Charlemagne has been dead for more than a thousand years, but his blood still runs in the veins of countless thousands of people. Not only princes and high nobility, but also many bourgeois families can trace their line of ancestors back to the great emperor with greater or lesser certainty. But if for us today it is a kind of genealogical sport, at times particularly popular, to prove oneself a descendant of the Carolingians, for the members of earlier generations it was more. We know what an enormous role descent from noble blood played in the early Middle Ages. The old biographers of important personalities cannot do enough in their emphasis. Belonging to the small circle of families of the noblest blood was the prerequisite for political status, which was only dispensed with in exceptional cases, and it was extraordinarily difficult for someone of lower rank to be accepted as an equal in this ruling upper class of people. For those times, descent from the ruler who had created the occidental empire had more than a vanity value.
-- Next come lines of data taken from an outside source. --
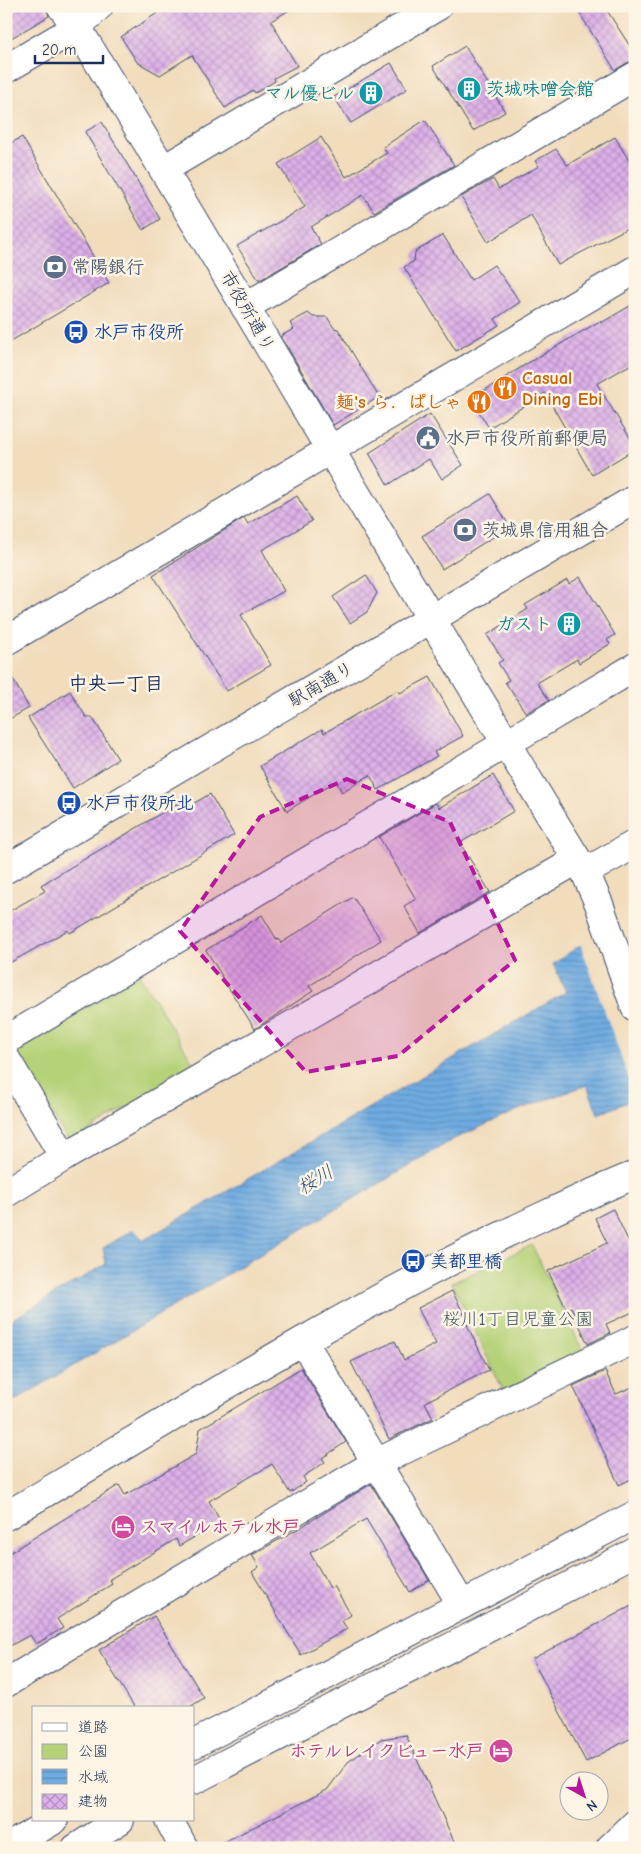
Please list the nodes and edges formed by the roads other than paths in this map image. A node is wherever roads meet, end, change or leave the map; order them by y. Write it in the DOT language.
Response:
graph roads {
  1 [pos="99,6"];
  2 [pos="438,6"];
  3 [pos="69,16"];
  4 [pos="6,69"];
  5 [pos="635,76"];
  6 [pos="164,168"];
  7 [pos="635,270"];
  8 [pos="245,307"];
  9 [pos="330,450"];
  10 [pos="635,499"];
  11 [pos="431,619"];
  12 [pos="6,641"];
  13 [pos="635,667"];
  14 [pos="507,743"];
  15 [pos="635,844"];
  16 [pos="581,866"];
  17 [pos="6,869"];
  18 [pos="635,1007"];
  19 [pos="6,1040"];
  20 [pos="6,1059"];
  21 [pos="64,1157"];
  22 [pos="635,1175"];
  23 [pos="6,1193"];
  24 [pos="635,1339"];
  25 [pos="303,1341"];
  26 [pos="376,1463"];
  27 [pos="635,1515"];
  28 [pos="6,1516"];
  29 [pos="635,1552"];
  30 [pos="462,1605"];
  31 [pos="6,1683"];
  32 [pos="195,1743"];
  33 [pos="195,1779"];
  34 [pos="51,1822"];
  35 [pos="117,1822"];
  36 [pos="170,1822"];
  37 [pos="635,1824"];
  38 [pos="8,1848"];
  39 [pos="76,1848"];
  40 [pos="184,1848"];
  41 [pos="610,1848"];
  1 -- 3 [label="street"];
  2 -- 6 [label="street"];
  3 -- 4 [label="street"];
  3 -- 6 [label="street, 市役所通り"];
  5 -- 8 [label="street"];
  6 -- 8 [label="street, 市役所通り"];
  7 -- 9 [label="street"];
  8 -- 9 [label="street, 市役所通り"];
  9 -- 11 [label="street, 市役所通り"];
  9 -- 12 [label="street"];
  10 -- 11 [label="street, 駅南通り"];
  11 -- 14 [label="street, 市役所通り"];
  11 -- 17 [label="street, 駅南通り"];
  13 -- 14 [label="street"];
  14 -- 16 [label="street, 市役所通り"];
  14 -- 19 [label="street"];
  15 -- 16 [label="street"];
  16 -- 18 [label="street, 市役所通り"];
  16 -- 21 [label="street"];
  20 -- 21 [label="street"];
  21 -- 23 [label="street"];
  22 -- 25 [label="street"];
  24 -- 26 [label="street"];
  25 -- 26 [label="street"];
  25 -- 28 [label="street"];
  26 -- 30 [label="street"];
  26 -- 31 [label="street"];
  27 -- 30 [label="street"];
  29 -- 33 [label="street"];
  30 -- 32 [label="street"];
  34 -- 38 [label="street"];
  35 -- 39 [label="street"];
  36 -- 40 [label="street"];
  37 -- 41 [label="street"];
}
Even if it was not the legally established prerequisite for appointment to the office of ruler, as has been claimed, it nevertheless conferred a political and social prestige that was highly significant for one's entire position in life.
This esteem for Carolingian origins naturally declined over the centuries. When with the great Hohenstaufens the old imperial glory sank into the grave, the nimbus that the share in the blood of their creator had once granted had also completely faded. I therefore believe that the question of which personalities of these earlier centuries can really be proved to be descendants of Charlemagne has its importance not only for the genealogist but for the historian.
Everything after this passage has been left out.